● **What is being asked**
Pull out each line of the records holding the string "roads".

[Saved entries]
↓↓↓
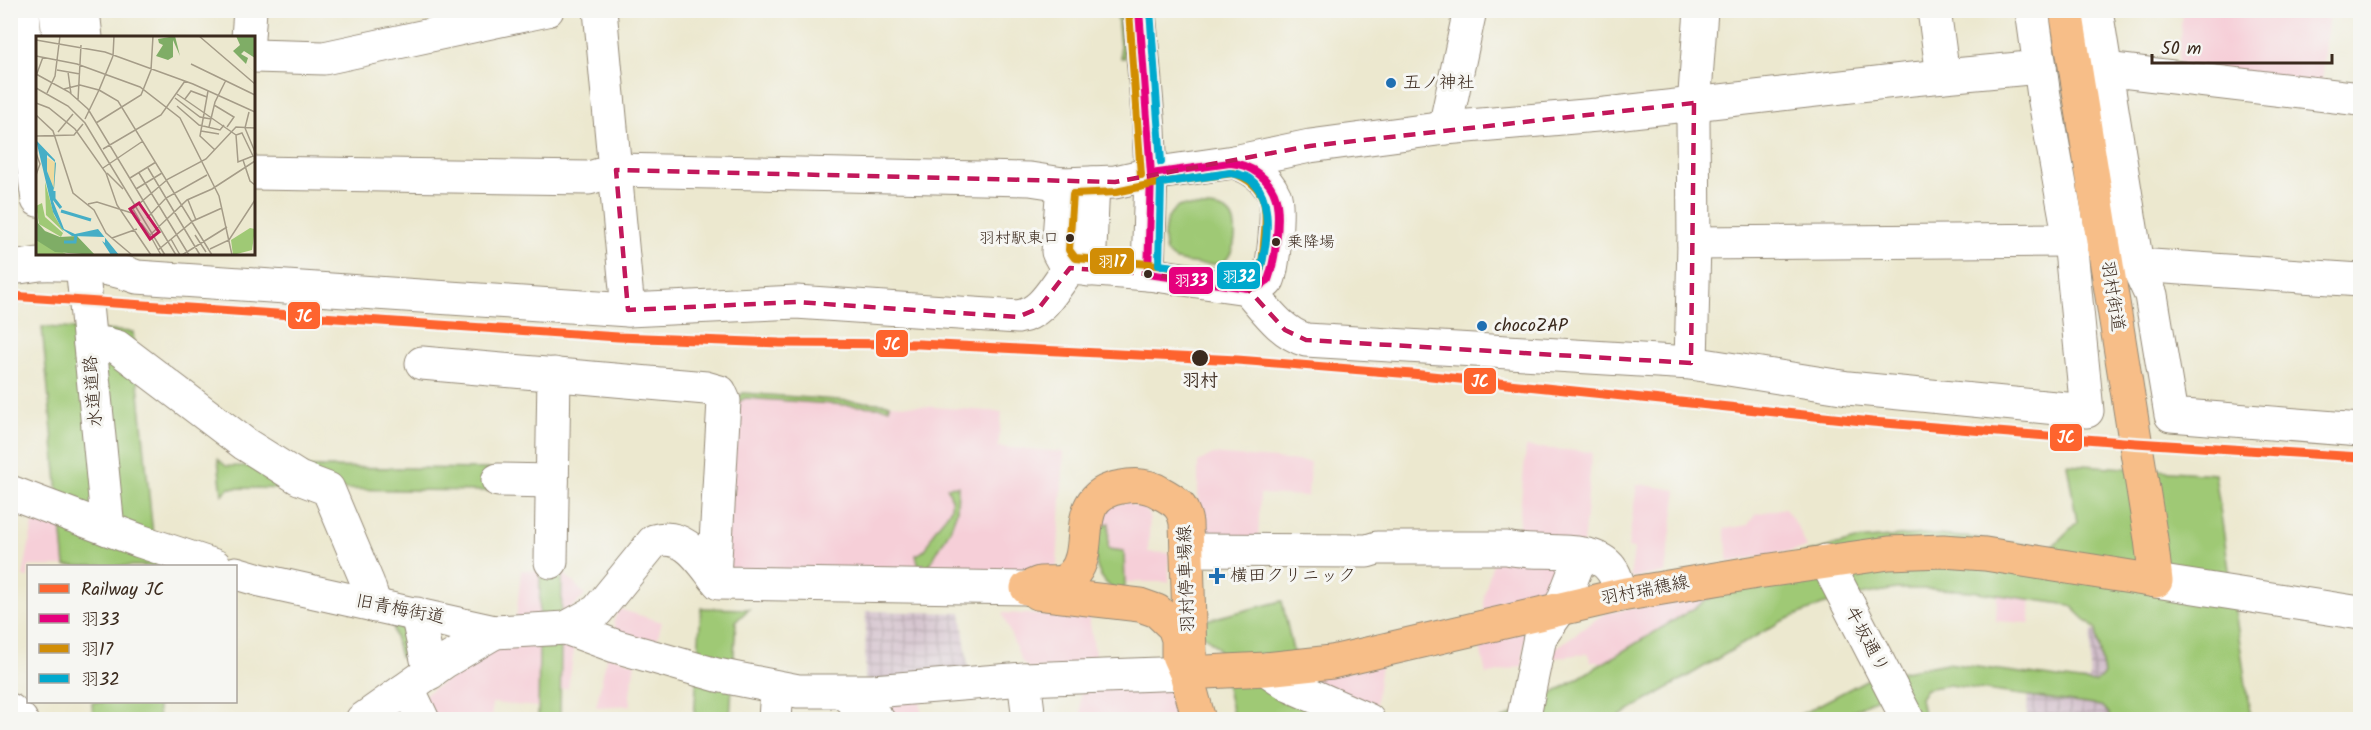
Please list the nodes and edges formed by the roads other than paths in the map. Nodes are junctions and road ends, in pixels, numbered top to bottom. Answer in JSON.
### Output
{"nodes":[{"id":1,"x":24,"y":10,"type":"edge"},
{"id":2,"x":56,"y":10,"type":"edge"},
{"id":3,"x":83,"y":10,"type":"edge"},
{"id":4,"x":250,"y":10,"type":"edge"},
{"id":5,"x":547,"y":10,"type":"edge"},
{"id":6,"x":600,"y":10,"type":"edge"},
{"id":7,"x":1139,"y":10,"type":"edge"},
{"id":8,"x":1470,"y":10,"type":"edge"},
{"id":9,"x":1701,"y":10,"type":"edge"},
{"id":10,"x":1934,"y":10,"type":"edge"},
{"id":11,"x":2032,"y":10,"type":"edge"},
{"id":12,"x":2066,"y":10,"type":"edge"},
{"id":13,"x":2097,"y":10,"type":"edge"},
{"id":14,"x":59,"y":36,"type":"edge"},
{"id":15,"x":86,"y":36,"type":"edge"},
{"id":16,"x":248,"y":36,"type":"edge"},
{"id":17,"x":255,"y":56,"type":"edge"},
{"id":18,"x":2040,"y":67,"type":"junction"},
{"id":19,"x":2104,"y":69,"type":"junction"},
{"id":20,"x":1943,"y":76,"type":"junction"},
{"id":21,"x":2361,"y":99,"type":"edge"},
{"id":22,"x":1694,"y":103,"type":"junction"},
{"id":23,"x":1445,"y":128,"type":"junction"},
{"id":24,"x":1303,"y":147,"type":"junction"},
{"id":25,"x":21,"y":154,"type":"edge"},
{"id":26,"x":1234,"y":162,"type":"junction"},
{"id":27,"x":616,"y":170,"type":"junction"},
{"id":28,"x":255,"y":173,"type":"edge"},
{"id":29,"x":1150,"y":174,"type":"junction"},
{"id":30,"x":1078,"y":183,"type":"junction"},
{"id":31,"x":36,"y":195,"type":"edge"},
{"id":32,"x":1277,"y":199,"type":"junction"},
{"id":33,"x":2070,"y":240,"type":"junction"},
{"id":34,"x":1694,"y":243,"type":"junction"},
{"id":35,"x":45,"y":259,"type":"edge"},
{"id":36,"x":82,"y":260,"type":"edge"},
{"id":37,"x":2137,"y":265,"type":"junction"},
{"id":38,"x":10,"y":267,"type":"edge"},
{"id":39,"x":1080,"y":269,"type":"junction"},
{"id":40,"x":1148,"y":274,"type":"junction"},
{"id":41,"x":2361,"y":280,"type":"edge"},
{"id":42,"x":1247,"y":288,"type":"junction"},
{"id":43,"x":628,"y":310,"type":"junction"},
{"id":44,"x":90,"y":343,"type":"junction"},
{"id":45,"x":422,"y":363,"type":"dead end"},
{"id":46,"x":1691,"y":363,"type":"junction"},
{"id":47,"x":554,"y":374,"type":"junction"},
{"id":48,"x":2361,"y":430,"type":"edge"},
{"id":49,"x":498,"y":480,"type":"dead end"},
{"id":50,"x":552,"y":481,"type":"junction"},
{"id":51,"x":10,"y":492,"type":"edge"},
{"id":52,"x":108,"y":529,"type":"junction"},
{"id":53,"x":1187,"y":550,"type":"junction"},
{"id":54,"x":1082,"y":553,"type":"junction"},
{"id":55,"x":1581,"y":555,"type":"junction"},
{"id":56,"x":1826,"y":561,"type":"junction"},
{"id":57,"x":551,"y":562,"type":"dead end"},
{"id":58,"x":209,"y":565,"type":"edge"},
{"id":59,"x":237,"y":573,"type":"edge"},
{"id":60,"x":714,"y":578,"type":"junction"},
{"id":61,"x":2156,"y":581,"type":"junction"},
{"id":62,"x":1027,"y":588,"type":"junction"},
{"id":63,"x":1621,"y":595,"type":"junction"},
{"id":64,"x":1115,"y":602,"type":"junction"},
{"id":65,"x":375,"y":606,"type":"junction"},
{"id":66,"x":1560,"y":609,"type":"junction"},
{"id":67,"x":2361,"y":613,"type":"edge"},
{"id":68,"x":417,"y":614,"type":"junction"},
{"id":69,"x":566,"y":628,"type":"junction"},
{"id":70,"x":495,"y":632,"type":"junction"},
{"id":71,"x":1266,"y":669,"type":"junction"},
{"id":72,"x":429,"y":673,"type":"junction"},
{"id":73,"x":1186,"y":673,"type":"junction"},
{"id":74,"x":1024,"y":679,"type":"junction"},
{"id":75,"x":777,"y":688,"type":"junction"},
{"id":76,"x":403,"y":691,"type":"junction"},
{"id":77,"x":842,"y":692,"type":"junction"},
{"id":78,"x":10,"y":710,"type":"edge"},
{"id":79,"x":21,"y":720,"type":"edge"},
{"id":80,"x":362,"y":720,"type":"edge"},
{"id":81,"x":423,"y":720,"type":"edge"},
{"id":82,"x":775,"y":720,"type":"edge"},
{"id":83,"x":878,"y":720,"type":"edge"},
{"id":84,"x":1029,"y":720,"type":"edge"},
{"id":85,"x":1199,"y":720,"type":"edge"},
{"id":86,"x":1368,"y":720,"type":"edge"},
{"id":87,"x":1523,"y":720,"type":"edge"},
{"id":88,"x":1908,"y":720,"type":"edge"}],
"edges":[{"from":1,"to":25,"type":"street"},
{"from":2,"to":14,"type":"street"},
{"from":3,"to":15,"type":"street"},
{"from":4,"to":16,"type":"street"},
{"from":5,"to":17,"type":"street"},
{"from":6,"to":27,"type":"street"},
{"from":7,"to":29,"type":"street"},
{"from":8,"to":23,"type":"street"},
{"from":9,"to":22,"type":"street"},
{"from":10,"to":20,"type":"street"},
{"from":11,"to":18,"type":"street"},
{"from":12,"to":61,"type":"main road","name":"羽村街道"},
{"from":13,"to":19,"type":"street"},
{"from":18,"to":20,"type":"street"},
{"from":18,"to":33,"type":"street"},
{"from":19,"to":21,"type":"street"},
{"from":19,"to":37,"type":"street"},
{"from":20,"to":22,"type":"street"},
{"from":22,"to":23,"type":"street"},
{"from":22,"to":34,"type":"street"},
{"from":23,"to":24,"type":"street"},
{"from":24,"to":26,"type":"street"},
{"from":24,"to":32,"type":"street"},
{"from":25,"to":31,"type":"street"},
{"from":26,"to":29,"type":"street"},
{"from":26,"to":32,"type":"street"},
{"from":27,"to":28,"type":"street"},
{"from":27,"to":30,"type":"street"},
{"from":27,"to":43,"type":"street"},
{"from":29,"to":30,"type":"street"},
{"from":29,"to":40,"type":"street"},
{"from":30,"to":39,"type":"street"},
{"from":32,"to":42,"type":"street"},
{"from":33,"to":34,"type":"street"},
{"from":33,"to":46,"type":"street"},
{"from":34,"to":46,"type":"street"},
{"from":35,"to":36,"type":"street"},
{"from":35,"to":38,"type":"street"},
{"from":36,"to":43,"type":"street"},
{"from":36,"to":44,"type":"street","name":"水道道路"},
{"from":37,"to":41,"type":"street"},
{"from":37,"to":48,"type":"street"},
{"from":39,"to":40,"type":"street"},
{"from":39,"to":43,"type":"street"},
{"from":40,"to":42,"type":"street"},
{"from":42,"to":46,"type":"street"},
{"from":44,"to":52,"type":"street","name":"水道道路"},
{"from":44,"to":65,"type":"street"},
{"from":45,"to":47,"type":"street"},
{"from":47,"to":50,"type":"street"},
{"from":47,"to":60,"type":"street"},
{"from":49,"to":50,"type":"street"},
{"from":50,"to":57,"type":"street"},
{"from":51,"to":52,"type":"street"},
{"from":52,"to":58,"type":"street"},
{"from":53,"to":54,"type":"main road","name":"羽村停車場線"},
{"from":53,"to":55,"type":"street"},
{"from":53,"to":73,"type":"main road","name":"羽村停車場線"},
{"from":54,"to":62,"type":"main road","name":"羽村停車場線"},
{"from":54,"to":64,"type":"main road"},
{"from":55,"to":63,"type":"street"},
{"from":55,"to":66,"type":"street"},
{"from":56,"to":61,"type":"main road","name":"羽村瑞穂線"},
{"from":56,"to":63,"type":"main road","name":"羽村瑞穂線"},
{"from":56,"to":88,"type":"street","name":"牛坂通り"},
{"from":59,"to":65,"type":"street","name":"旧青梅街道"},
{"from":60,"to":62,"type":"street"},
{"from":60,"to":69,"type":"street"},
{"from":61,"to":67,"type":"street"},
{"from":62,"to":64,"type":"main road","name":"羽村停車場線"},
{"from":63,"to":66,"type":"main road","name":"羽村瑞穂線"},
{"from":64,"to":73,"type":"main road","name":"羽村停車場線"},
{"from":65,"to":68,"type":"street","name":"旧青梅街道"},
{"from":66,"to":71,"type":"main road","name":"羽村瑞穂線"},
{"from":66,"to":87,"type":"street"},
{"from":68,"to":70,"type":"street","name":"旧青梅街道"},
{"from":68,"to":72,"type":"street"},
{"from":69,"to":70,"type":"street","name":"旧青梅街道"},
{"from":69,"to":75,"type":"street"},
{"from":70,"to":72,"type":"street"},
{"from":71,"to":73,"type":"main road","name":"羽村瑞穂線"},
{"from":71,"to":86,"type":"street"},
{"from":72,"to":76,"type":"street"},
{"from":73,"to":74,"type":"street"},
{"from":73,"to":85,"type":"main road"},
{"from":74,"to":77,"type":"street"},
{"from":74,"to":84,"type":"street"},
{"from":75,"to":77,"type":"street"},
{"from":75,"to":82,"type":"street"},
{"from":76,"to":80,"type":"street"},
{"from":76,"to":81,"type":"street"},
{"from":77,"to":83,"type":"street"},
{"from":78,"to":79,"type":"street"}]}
↑↑↑
↓↓↓
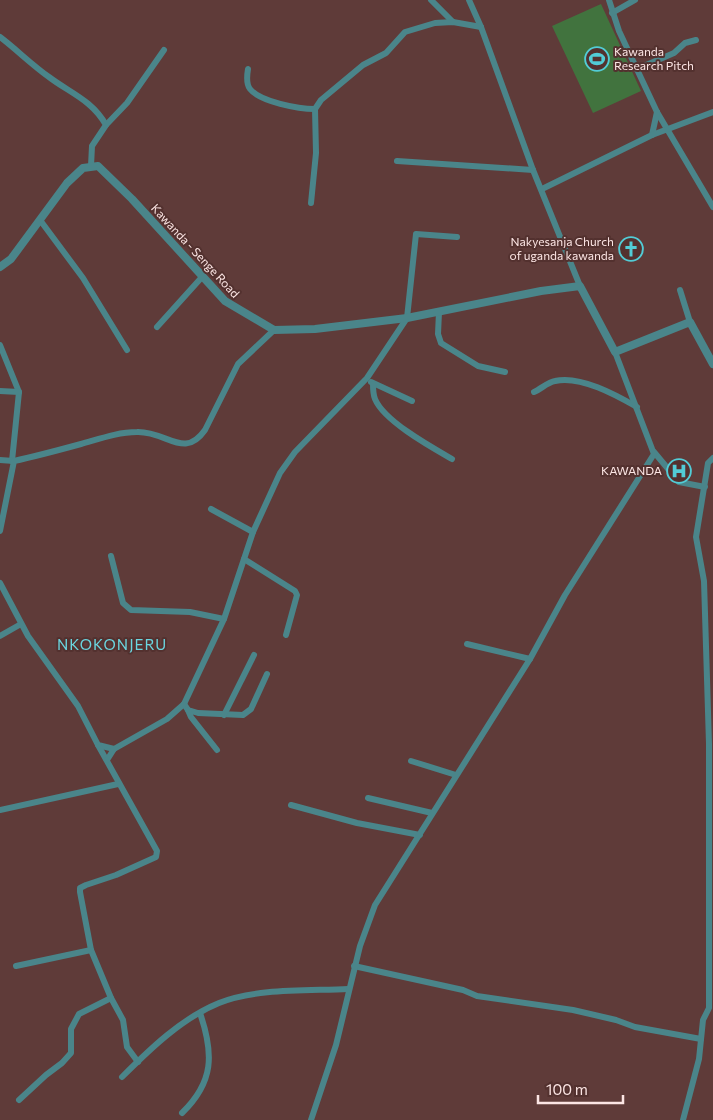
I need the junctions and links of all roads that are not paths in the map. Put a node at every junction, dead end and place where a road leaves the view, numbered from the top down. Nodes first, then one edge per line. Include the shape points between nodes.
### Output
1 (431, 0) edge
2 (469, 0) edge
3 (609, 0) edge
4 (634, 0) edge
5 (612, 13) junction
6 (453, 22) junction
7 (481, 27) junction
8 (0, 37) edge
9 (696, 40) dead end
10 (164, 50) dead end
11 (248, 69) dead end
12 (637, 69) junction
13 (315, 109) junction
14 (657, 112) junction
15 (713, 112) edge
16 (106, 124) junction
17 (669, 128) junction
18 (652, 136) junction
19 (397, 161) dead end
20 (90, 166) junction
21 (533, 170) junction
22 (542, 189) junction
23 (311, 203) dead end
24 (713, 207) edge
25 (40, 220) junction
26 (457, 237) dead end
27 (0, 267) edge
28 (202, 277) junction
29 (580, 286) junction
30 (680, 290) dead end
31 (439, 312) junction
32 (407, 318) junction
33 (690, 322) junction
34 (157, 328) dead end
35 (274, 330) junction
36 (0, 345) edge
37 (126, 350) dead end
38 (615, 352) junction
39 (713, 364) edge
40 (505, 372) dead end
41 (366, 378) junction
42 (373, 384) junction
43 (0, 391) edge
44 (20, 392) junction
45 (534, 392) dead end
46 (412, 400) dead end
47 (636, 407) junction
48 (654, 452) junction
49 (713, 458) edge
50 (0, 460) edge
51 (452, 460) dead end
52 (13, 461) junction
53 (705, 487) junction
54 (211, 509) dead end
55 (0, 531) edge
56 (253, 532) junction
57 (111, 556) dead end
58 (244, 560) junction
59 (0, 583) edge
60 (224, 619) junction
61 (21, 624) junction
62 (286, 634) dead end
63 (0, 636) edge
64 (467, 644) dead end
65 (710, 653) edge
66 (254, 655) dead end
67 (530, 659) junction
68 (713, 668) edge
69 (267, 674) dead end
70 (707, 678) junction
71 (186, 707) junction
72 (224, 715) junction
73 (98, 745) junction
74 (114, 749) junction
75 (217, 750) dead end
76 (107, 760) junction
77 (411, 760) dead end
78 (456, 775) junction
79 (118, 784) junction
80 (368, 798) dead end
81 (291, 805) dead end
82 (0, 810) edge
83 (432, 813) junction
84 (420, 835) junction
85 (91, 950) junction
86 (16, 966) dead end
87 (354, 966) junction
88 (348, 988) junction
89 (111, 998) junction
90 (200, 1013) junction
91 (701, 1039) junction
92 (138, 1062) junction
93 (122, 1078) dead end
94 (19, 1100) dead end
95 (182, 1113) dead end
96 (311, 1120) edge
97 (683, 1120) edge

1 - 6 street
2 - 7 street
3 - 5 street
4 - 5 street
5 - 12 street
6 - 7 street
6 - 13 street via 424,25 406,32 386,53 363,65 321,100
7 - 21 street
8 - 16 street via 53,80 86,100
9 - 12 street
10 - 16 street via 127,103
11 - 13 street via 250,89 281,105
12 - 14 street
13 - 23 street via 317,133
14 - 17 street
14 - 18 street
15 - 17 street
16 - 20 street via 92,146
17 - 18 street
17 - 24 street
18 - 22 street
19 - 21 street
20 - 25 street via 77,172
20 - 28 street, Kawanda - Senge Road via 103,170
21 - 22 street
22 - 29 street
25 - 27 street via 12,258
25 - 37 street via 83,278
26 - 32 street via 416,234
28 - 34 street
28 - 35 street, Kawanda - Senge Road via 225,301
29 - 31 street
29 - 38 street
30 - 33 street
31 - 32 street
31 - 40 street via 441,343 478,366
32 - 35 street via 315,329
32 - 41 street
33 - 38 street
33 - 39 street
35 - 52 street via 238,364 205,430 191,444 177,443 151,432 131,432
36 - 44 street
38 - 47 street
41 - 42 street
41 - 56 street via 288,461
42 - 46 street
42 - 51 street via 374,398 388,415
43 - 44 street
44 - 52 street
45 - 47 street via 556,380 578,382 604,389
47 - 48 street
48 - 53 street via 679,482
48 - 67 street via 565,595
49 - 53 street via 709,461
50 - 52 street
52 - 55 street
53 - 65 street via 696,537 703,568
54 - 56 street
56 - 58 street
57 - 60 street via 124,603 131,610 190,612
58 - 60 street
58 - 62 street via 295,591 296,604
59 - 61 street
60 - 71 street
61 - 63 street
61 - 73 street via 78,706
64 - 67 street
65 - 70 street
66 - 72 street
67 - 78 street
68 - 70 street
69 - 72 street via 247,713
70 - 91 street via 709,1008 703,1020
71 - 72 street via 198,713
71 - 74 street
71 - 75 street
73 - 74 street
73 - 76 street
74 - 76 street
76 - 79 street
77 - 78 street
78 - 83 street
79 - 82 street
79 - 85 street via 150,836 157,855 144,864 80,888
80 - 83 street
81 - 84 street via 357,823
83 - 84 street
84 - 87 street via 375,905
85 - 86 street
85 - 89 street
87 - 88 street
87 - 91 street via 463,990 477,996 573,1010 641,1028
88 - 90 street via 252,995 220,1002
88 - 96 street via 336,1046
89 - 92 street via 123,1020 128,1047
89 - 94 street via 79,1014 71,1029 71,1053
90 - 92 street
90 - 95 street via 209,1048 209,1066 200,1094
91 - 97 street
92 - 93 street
↑↑↑
● **Task result**
Please list the nodes and edges formed by the roads other than paths in the map. Nodes are junctions and road ends, in pixels, numbered top to bottom. Answer in JSON.
I need the junctions and links of all roads that are not paths in the map. Put a node at every junction, dead end and place where a road leaves the view, numbered from the top down. Nodes first, then one edge per line. Include the shape points between nodes.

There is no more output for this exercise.